In Ott, the municipality required a licensee to operate its establishment as a restaurant as a condition of maintaining its liquor license. Subsequent to state and municipal licensure the city sought to revoke-its license, claiming the business was being operated as a tavern. On appeal this Court held the legislative delegation of authority to the ABC Board to control revocation of licenses within the terms of the Act was exclusive; and that even though the city can in liquor license applications prohibit initial state licensure, the city could not go beyond the grant of authority in the Act and establish criteria for retaining a license compliance which would effectively revoke the state license.
Ordinance 183 establishes a local .criterion for- licensure which effectively destroys state licensure. In that regard, the Ordinance violates the very provisions of the law by which it seeks to justify its action. Title 37, § 487, Code of Alabama 1940 (recomp. 1958), authorizes municipal prohibition ordinances which are not inconsistent with the laws of this state; however, I would hold that this Ordinance is in conflict with the superior law of the State, namely the ABC Act, and thus violates Title 37, § 487, which duly authorizes enactment only of ordinances which are not incompatible with the laws of this State. This Ordinance, which in all practicality denies licensure to new applicants within a *118wide, but vaguely defined area, even though previously licensed by the State ABC Board, is also in violation of § 89, Alabama Constitution of 1901, which states:
“The legislature shall not have power to authorize any municipal corporation to pass any laws inconsistent with the general laws of this state.”

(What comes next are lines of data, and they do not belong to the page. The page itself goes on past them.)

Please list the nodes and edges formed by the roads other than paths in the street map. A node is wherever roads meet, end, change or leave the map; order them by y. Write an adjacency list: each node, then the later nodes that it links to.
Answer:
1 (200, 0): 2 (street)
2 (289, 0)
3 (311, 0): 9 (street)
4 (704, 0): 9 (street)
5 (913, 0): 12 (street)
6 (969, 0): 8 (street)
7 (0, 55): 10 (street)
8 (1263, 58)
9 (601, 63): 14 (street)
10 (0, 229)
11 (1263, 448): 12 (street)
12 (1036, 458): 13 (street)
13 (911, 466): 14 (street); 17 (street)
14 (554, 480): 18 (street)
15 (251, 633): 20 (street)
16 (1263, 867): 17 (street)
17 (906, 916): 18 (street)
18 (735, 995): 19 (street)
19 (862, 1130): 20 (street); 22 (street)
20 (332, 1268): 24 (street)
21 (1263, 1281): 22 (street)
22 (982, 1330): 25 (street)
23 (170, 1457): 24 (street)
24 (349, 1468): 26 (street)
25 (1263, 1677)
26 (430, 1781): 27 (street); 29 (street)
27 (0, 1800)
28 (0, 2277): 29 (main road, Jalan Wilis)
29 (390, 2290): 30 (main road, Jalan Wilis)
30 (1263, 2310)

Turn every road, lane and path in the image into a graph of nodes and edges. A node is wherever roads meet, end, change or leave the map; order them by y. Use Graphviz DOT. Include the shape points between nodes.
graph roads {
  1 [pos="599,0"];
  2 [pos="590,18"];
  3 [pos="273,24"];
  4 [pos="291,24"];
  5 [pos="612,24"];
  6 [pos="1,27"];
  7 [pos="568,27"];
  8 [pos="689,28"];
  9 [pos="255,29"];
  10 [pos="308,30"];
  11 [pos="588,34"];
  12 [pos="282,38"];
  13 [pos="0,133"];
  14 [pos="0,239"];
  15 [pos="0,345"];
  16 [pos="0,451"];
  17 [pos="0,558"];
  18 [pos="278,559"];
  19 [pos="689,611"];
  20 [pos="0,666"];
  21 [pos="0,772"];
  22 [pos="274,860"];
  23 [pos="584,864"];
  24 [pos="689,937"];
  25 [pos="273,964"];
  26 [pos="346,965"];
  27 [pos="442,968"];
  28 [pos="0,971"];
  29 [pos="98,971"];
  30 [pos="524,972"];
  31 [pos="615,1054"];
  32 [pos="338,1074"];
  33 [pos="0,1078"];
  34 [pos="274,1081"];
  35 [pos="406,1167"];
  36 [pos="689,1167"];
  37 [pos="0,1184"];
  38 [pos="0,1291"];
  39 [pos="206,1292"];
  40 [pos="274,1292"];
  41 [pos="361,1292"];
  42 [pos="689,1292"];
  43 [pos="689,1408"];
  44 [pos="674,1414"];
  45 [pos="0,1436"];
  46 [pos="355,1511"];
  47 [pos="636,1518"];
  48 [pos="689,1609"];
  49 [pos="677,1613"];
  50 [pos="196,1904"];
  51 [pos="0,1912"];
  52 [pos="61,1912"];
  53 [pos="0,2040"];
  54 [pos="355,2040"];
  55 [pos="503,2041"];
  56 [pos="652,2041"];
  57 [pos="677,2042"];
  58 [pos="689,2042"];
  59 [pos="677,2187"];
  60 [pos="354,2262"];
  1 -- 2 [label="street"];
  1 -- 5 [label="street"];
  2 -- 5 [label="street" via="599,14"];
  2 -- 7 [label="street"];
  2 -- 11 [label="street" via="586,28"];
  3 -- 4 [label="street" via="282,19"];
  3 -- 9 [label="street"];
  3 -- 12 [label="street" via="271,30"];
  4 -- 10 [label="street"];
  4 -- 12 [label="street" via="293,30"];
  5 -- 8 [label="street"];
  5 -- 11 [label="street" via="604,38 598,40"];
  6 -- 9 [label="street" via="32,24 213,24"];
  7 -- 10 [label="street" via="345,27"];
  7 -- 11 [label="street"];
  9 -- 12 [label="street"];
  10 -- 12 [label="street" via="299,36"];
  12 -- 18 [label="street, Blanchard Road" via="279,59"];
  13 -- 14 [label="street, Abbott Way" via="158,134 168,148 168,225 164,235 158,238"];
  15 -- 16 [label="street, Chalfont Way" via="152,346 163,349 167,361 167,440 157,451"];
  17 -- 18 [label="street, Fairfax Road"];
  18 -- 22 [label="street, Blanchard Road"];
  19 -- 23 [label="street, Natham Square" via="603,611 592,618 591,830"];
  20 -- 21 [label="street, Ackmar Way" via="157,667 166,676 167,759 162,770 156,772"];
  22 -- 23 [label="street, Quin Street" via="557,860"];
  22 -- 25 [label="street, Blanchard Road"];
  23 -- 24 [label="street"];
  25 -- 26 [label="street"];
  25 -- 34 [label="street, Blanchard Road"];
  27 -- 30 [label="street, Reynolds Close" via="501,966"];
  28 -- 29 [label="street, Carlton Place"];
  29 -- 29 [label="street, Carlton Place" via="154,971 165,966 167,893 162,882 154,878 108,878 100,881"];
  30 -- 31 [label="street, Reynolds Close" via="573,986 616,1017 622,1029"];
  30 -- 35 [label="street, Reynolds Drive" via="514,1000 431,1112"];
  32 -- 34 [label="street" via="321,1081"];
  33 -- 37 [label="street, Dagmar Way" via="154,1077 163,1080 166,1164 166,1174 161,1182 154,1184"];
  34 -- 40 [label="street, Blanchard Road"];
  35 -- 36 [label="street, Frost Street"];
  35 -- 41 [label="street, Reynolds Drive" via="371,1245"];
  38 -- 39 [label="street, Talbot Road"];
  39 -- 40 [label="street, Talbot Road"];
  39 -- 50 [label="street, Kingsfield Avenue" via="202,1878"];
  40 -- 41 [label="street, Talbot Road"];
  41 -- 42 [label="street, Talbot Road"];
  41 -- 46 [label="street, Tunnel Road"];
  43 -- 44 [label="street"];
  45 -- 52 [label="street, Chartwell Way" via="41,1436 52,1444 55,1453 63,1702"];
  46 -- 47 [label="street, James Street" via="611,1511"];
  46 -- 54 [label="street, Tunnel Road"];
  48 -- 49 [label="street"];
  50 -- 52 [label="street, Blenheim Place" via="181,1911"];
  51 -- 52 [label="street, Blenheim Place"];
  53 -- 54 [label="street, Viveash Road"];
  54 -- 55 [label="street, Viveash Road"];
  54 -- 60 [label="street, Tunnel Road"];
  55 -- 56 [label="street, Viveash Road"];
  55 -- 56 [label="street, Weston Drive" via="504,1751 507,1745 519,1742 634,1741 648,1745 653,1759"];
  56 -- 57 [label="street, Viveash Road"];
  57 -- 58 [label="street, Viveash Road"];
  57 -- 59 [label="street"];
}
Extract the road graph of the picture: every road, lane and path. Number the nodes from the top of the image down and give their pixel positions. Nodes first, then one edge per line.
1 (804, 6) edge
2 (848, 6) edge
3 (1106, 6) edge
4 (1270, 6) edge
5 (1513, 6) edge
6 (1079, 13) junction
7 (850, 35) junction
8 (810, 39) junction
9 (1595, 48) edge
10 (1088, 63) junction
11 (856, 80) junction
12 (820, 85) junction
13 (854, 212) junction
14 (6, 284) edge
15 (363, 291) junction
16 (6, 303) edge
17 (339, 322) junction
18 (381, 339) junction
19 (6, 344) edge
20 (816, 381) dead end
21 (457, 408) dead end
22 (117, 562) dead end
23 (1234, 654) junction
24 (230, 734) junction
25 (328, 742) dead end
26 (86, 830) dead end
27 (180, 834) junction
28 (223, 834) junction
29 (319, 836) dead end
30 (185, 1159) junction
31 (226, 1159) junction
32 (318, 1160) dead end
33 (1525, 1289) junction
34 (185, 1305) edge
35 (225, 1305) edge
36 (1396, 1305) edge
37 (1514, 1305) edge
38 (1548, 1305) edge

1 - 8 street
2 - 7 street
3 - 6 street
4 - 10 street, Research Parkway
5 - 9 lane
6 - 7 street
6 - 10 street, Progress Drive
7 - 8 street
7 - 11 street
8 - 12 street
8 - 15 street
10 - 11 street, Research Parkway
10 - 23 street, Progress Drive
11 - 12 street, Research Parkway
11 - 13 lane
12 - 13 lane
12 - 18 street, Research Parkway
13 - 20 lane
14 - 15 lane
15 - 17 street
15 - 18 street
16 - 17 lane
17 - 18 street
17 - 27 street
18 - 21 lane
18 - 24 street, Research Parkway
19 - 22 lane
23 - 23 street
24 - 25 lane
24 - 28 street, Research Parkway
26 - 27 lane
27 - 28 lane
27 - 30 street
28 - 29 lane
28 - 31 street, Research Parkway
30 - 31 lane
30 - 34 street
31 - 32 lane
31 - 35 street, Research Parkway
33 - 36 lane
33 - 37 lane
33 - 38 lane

City ordinances, such as Ordinance 183, which are in conflict with State statutes and which seek to interfere with State licensure are void. Ott v. Moody, supra; Winter v. Cain, 279 Ala. 481, 187 So.2d 237 (1966); Lisenba v. Griffin, 242 Ala. 679, 8 So.2d 175 (1942); and Mitchell v. City of Birmingham, 222 Ala. 389, 133 So. 13 (1931).
As early as 1937, the Attorney General of this State held in an advisory opinion that municipal ordinances denying licenses to State Licensees were unconstitutional and void. Pertaining to the municipalities’ refusal to issue beer licenses where State licenses were already in effect, the Attorney General opined:
“. . . the city has the authority to levy a reasonable license for selling beer within the police jurisdiction of the city, but has no authority to prohibit the selling of beer by one legally licensed to do so by the State.”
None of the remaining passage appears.